- **What the task requires**
Whenever a line in the data contains "Horsepen", show that line.

================================

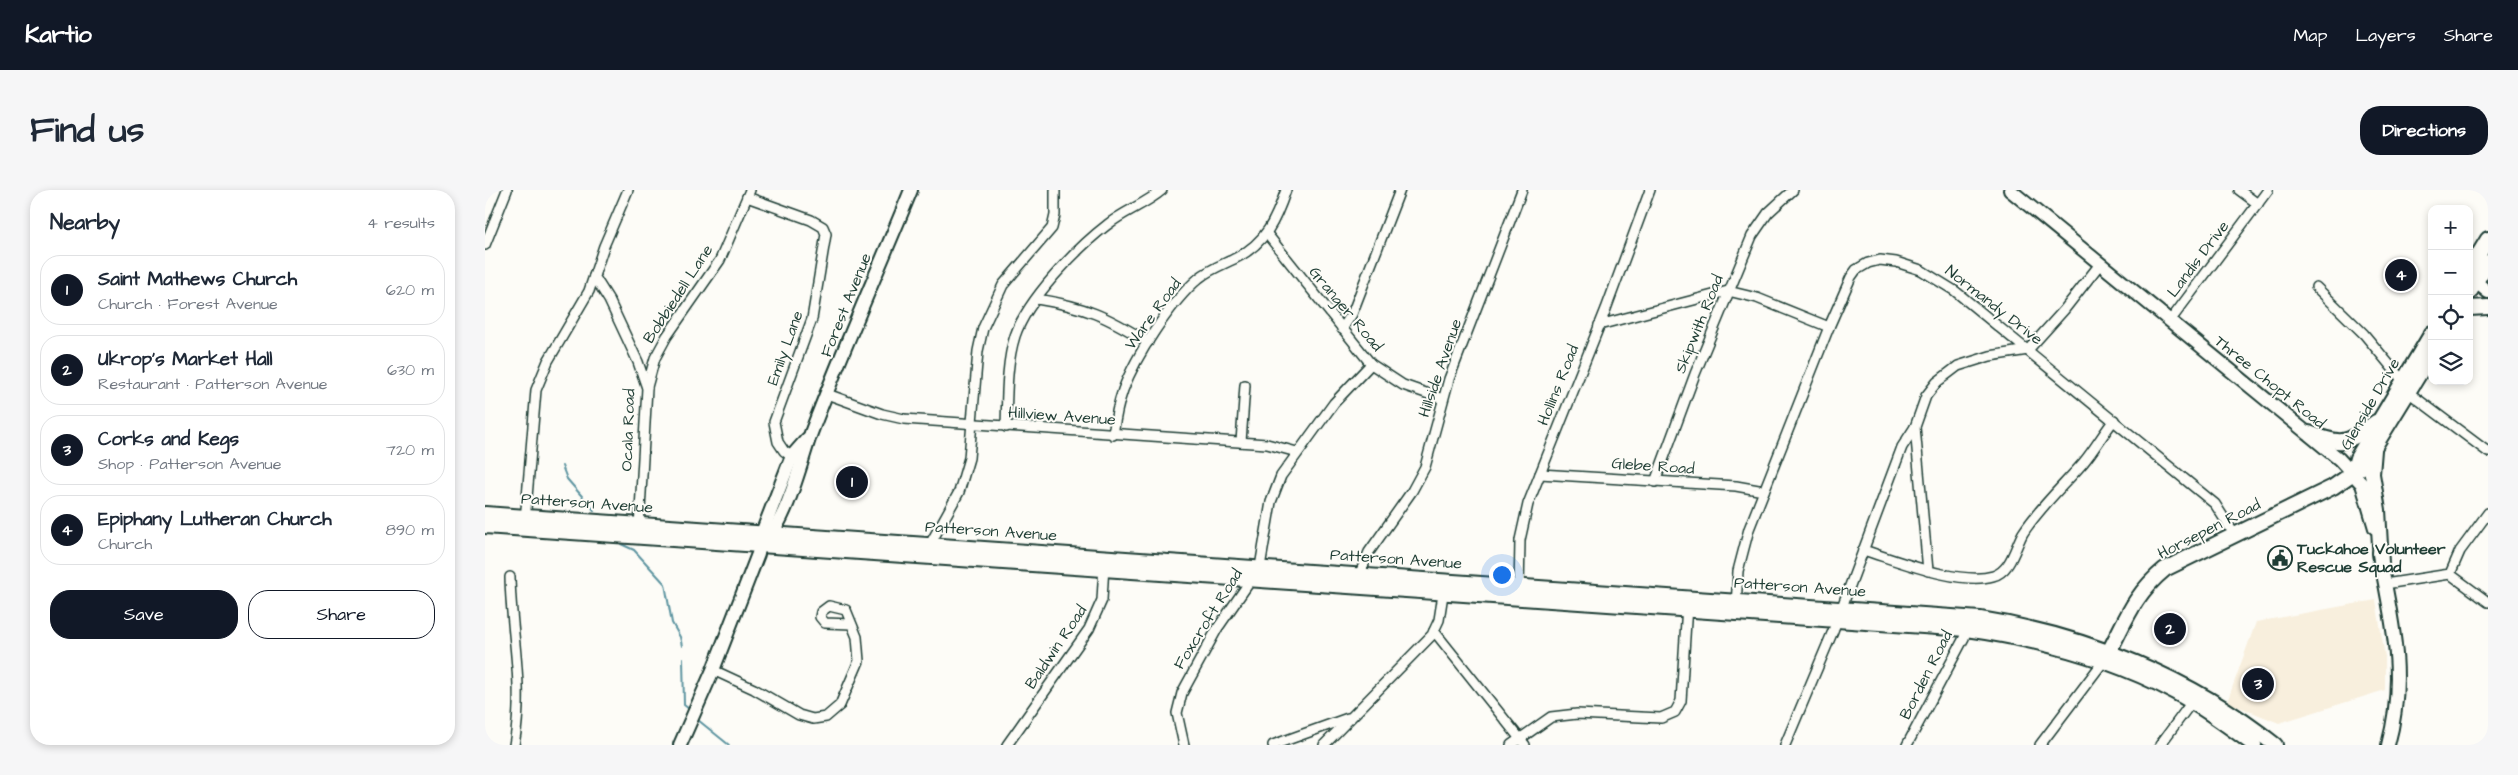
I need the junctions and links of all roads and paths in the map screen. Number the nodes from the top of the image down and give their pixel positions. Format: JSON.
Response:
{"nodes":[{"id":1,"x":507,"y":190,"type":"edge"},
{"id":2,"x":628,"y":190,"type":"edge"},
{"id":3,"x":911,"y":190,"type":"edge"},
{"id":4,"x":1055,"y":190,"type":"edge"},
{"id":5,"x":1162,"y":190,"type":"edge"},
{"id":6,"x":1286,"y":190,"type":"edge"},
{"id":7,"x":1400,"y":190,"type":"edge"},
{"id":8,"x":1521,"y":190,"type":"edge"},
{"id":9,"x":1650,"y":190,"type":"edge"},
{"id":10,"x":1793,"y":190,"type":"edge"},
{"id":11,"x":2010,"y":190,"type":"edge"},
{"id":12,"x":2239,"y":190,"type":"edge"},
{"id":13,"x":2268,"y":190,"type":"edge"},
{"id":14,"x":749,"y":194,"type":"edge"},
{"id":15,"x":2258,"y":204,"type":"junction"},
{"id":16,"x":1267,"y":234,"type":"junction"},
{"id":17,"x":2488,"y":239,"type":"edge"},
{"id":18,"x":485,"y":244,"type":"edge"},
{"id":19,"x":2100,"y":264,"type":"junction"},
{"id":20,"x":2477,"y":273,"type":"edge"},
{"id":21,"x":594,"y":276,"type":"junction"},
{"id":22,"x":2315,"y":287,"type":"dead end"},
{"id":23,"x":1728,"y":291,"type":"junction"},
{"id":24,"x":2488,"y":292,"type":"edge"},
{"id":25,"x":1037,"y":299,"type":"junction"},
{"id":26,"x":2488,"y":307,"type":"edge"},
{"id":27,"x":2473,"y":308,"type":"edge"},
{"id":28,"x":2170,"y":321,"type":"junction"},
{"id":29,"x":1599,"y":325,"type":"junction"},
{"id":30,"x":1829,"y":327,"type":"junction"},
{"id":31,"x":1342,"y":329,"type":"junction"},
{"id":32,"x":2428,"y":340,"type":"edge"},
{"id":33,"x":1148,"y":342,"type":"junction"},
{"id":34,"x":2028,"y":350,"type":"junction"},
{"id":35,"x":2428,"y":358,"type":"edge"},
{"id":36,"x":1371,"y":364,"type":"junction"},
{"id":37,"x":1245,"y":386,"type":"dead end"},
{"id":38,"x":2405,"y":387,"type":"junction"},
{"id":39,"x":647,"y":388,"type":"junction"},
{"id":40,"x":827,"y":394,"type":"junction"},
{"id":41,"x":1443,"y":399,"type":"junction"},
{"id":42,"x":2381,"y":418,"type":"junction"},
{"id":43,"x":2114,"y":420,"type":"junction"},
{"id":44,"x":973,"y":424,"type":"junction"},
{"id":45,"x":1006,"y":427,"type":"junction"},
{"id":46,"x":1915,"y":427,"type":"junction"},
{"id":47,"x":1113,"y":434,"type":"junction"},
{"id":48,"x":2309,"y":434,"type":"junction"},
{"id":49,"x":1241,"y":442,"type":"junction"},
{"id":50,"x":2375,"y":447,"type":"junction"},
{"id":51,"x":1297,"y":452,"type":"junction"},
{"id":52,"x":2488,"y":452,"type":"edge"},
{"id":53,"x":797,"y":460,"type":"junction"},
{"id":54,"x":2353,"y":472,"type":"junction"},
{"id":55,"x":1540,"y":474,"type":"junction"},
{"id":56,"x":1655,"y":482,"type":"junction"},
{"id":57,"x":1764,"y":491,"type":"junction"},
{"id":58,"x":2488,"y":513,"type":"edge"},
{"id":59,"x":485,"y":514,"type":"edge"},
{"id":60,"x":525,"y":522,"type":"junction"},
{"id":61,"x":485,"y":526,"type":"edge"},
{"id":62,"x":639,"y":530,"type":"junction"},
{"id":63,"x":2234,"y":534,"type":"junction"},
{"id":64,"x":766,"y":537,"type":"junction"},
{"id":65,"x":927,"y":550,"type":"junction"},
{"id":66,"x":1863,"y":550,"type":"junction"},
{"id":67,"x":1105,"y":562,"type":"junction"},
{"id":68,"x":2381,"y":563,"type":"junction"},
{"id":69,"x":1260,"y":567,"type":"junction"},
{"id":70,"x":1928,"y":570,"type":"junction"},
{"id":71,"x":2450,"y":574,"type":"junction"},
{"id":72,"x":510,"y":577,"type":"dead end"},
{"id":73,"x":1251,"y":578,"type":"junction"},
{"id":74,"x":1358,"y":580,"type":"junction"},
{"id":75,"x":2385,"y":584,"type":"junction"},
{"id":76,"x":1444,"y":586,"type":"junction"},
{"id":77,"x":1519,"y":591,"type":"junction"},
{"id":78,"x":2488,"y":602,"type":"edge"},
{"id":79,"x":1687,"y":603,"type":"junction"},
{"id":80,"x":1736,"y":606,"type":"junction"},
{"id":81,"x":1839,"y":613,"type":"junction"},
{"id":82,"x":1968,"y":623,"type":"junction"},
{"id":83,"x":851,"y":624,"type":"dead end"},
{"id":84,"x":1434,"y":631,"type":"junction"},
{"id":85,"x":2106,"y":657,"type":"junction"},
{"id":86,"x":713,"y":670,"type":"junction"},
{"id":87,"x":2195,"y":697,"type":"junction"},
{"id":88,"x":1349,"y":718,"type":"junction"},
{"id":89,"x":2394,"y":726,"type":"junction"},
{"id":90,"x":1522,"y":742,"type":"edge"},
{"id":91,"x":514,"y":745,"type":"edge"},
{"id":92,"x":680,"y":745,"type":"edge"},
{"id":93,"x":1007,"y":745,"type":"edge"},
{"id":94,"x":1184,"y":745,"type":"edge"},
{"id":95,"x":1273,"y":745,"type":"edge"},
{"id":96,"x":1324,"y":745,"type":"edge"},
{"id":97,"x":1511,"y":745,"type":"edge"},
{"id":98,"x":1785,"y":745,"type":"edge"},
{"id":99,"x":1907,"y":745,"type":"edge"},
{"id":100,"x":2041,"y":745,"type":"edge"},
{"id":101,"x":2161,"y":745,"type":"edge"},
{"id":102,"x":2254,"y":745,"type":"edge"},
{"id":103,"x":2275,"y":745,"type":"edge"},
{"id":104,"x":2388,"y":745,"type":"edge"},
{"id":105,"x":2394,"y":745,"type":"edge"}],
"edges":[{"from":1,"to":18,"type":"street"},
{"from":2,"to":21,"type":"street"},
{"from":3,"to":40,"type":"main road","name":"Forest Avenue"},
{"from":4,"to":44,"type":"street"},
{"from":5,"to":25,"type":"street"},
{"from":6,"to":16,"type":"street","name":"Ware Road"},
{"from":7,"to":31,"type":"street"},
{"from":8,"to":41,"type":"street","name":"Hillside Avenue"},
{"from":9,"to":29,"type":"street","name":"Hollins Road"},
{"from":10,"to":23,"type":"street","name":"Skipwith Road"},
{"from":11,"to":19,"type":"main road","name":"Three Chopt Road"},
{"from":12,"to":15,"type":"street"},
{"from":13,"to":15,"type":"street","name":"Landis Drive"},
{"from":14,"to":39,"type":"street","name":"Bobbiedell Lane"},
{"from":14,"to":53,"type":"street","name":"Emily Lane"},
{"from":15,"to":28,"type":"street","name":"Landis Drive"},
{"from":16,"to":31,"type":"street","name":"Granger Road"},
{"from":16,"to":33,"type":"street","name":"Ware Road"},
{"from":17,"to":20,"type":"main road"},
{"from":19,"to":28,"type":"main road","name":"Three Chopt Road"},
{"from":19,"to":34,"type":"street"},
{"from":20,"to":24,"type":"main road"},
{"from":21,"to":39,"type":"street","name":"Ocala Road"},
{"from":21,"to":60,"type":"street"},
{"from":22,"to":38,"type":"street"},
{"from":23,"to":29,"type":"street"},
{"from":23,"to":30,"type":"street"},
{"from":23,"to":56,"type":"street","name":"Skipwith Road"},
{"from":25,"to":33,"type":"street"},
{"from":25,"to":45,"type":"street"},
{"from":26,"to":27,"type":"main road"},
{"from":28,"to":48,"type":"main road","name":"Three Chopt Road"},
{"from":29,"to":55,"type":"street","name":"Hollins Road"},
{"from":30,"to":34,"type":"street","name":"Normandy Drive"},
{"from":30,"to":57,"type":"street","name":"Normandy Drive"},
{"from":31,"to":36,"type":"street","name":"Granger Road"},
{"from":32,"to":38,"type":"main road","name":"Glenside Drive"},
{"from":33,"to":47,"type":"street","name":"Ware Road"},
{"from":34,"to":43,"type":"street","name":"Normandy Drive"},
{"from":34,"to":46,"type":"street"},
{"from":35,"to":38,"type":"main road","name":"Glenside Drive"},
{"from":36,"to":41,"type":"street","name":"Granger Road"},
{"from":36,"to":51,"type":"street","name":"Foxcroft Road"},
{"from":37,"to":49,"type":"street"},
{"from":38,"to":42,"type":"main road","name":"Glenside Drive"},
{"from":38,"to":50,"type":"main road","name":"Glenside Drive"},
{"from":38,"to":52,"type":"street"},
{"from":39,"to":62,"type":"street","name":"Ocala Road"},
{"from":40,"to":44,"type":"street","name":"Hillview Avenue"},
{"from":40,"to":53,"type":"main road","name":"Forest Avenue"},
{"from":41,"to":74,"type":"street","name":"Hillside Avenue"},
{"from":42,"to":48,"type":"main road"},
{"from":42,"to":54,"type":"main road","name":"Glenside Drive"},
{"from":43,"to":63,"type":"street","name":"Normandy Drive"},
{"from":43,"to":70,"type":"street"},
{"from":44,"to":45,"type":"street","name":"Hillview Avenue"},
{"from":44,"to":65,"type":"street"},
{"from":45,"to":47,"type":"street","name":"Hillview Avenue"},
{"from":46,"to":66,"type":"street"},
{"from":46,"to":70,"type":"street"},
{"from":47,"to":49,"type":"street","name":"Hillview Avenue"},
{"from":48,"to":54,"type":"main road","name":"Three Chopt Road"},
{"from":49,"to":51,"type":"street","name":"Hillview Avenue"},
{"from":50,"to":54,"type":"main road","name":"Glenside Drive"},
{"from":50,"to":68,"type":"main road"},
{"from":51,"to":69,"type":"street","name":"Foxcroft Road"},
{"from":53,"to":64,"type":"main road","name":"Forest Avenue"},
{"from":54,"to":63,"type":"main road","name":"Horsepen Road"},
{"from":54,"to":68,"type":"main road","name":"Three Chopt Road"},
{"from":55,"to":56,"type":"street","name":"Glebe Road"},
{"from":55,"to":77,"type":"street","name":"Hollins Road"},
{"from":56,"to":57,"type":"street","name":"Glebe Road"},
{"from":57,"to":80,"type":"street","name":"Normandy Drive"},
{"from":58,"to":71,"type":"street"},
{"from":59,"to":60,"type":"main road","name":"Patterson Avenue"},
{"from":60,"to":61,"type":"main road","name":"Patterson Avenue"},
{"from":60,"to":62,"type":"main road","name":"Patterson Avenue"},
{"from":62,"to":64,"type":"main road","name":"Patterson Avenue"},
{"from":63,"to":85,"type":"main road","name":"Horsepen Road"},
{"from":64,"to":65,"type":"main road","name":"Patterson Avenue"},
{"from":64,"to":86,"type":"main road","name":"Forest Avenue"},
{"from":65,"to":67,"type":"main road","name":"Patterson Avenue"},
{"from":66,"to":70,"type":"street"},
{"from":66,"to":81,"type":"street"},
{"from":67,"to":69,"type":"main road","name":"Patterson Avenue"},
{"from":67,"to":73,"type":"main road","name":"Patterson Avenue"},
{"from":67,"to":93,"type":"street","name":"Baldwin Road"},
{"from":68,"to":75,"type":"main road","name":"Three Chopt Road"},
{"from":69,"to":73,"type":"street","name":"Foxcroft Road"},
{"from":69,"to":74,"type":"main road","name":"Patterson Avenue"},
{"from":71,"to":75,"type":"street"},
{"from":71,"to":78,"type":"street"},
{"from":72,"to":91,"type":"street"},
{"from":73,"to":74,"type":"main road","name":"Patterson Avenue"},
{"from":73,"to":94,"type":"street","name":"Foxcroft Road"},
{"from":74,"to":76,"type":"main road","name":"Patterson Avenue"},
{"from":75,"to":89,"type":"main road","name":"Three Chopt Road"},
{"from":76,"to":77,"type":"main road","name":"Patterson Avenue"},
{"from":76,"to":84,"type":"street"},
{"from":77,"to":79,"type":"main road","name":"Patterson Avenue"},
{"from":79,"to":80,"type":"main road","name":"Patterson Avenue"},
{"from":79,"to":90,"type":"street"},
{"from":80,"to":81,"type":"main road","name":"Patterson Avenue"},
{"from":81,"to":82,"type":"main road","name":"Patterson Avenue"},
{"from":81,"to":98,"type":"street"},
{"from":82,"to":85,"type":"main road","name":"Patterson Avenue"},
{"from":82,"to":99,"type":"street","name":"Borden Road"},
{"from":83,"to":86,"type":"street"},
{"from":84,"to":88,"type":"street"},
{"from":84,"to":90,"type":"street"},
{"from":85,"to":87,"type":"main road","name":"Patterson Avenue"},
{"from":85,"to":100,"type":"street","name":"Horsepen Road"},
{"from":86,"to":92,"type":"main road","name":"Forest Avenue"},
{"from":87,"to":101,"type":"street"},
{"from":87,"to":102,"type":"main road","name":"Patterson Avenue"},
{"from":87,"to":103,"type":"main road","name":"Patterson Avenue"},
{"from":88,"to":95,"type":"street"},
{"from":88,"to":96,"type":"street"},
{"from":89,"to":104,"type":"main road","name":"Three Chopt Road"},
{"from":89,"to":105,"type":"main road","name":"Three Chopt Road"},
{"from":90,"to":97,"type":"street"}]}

================================

- **Result of this exercise**
{"from":54,"to":63,"type":"main road","name":"Horsepen Road"},
{"from":63,"to":85,"type":"main road","name":"Horsepen Road"},
{"from":85,"to":100,"type":"street","name":"Horsepen Road"},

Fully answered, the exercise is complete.